** GIVEN DATA follows **
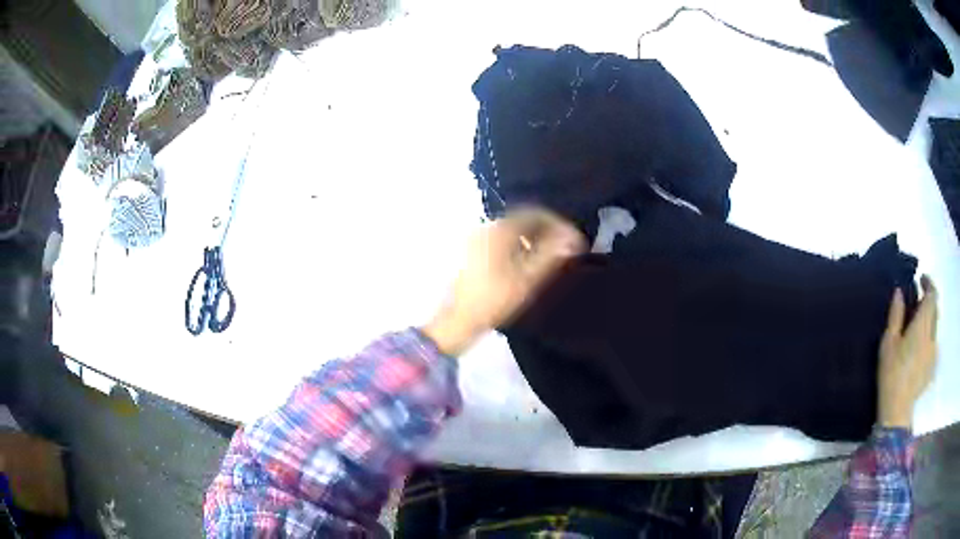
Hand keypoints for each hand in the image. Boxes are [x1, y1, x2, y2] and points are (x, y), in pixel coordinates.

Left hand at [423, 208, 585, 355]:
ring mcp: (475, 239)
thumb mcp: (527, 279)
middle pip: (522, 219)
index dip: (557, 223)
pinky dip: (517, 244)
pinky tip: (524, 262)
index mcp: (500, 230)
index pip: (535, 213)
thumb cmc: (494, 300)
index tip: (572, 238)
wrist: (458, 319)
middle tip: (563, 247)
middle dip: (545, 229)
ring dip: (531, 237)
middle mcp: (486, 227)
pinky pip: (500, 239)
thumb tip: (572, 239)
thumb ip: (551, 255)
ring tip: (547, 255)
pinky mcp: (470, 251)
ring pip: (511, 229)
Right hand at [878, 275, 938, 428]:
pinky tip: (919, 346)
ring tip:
** End of GIVEN DATA **
** GIVEN DATA follows **
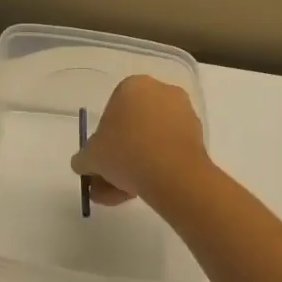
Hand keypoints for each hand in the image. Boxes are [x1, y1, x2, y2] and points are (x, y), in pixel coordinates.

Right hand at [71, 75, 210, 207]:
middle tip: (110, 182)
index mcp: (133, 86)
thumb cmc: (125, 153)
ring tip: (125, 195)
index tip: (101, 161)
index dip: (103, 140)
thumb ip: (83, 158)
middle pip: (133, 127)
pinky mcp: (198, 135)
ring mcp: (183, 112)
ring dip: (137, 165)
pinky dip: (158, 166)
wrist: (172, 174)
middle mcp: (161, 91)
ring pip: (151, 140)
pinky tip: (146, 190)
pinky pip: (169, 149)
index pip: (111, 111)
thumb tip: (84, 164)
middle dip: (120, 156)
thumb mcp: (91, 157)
** End of GIVEN DATA **
WORK ITEM: Go through the lines above and count those with the string "thumb". Reply with the count and nothing more.

REPLY: 8